ABD Başkanı, seçim kampanyaları sırasında en büyük müttefiki olduğu İsrail’in Başbakanı Binyamin Netanyahu’yu da eleştirmişti. Gazze’ye yönelik saldırılarında sivillerin hedef alınmasını eleştiren bu saldırıların durdurulması yönündeki baskılarını artıran Biden, Washington’un önerilerine kulak asmayan Netanyahu için, Aralık ayında düzenlenen bir bağış etkinliğinde, “Bibi, seni seviyorum ama söylediğin hiçbir şeye katılmıyorum” demişti.

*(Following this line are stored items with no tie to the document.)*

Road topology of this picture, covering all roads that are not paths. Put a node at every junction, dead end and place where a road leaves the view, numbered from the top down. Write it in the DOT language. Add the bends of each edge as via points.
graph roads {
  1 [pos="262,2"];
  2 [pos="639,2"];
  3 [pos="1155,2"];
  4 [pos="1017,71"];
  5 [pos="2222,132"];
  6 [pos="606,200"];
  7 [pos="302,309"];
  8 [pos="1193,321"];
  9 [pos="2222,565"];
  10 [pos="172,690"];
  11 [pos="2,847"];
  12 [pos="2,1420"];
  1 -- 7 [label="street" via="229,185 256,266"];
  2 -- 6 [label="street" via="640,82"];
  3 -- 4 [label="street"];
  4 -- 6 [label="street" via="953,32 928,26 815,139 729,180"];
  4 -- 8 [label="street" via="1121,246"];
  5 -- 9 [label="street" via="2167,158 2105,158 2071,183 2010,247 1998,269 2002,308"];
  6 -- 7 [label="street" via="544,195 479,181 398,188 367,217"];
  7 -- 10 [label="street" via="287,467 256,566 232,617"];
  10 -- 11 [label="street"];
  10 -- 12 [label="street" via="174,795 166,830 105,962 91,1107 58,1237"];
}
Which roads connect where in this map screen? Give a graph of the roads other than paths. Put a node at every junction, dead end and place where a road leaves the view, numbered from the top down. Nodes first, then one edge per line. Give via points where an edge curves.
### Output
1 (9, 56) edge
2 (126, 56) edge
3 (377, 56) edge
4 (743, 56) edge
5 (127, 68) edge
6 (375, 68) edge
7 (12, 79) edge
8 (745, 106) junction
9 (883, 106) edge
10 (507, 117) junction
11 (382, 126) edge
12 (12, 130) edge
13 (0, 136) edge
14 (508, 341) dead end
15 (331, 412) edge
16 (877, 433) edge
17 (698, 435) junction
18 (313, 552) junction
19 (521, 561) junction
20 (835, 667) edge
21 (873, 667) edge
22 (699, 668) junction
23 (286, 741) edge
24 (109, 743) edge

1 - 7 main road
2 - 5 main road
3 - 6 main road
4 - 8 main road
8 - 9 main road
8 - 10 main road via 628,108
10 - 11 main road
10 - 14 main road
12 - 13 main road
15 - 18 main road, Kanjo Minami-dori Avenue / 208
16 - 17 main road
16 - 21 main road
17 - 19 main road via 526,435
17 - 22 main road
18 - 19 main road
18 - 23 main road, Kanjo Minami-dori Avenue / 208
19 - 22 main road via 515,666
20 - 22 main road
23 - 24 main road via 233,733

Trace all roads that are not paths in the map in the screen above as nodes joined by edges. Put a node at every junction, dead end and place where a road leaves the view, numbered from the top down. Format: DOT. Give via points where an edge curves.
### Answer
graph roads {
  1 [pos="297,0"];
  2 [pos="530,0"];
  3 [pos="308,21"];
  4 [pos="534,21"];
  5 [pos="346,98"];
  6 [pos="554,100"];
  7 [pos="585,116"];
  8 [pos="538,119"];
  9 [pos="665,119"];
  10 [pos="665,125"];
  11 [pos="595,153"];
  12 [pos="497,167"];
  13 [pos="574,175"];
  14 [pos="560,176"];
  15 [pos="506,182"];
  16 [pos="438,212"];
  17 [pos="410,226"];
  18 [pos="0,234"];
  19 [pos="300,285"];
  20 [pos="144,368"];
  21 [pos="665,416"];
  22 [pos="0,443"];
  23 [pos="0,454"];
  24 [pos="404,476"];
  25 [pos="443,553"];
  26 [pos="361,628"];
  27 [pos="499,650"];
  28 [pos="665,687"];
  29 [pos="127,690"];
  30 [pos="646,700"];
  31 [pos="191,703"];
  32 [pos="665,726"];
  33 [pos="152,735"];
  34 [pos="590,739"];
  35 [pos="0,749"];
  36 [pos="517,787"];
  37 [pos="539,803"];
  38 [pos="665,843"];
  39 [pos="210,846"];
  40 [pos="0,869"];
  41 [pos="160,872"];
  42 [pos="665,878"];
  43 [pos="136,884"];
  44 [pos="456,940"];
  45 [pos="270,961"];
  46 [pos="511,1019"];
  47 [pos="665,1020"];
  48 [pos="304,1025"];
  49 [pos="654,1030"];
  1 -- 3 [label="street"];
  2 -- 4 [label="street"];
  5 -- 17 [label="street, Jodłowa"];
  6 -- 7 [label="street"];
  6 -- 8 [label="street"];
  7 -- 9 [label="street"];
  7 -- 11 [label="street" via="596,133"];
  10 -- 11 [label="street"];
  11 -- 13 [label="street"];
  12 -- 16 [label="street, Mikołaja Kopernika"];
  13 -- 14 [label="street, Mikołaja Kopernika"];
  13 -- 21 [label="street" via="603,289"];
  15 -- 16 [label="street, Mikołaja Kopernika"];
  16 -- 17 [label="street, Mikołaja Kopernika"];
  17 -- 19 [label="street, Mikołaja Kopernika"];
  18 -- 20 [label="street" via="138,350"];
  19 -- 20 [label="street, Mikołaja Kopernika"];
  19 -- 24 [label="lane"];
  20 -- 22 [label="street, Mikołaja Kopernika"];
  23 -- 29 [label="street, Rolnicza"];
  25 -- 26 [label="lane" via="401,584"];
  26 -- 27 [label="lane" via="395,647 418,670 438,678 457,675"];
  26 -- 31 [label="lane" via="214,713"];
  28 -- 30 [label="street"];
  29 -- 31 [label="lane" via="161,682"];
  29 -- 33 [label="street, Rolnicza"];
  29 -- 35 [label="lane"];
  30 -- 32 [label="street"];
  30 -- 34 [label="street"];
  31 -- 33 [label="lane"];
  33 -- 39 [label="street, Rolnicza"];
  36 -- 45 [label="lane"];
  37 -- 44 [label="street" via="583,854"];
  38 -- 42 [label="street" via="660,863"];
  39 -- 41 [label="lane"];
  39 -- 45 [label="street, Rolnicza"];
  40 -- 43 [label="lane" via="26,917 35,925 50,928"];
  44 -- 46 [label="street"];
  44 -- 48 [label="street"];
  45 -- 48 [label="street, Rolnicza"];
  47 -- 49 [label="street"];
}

Biden ayrıca Netanyahu hükümetini “İsrail tarihindeki en muhafazakar hükümet” sözleriyle tanımlayarak, bu yönetimin İsrail-Filistin sorununun çözümü için iki devletli çözümü de desteklemediğini dile getirmişti. Biden, İsrail-Filistin sorununun uzun vadeli çözümü noktasında da Netanyahu’nun hükümetini değiştirip güçlendirmesi gerektiğini vurgulamıştı.